Workers in Ulster Carpets are voting on strike action over management’s refusal to backdate their pay deal; 3,500 Tesco lorry driver and warehouse workers were balloted over a meagre pay deal; Unison will be balloting local authority workers over pay; University workers in the UCU began strike action in December over pension cuts, pay and conditions just as NIPSA Education Welfare Officers in the Education Authority embarked on 15 days of strike action in a campaign for pay parity with health and social care colleagues. All of these ballots and announced actions are just scratching the surface, with dozens more disputes brewing amongst bulk tanker drivers, aviation, health and aerospace workers.
This increased confidence and preparedness for militant action was most recently demonstrated by workers at Glen Dimplex, a manufacturer of electric heaters in Portadown. Unite members there managed to win a hugely significant 13.5% pay increase alongside a payment in recognition of their continued contribution to production throughout the pandemic. This was only secured after workers launched three days of strike action with the intent and foresight to recognise which actions would have the biggest impact on production and the profits of the site’s multi-millionaire owner. This, together with a plan to escalate their action into continuous strike action shows that with resolve, organising a stronger union and a willingness to take militant industrial action significant victories can be achieved by workers.

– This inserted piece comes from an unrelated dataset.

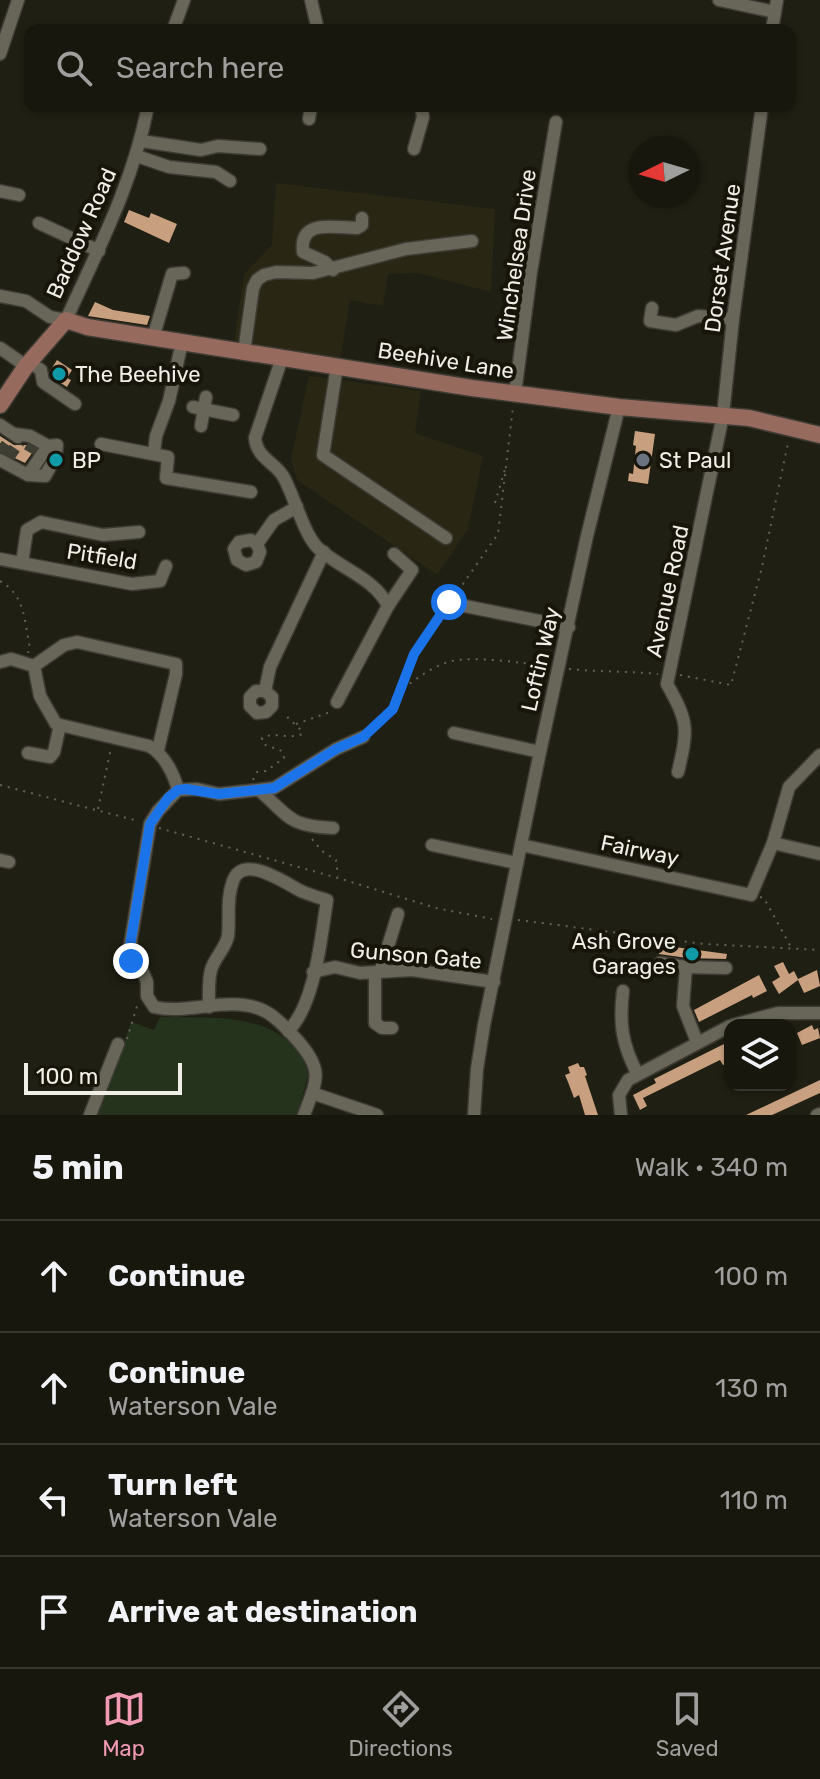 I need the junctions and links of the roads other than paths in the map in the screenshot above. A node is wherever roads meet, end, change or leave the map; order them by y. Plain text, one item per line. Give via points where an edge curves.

Now is the time for urgent discussions amongst workplace reps and union leaderships about how these disputes can be coordinated, how our movement can be strengthened further by an organising approach bringing in new layers of previously non-unionised workers and how future victories cannot and will not be won through cordial negotiations with employers. It is the threat to the interruption of production of the bosses’ profits that will always win results, a lesson that is quickly being learnt by workers who have never previously been engaged in such action. Whilst there can never be real pay justice under a capitalist system where bosses compete with each other to exploit, profiteer and engage workers in a race to the bottom, workers can fight and win a bigger share of the value they produce by taking a bold, militant and determined approach.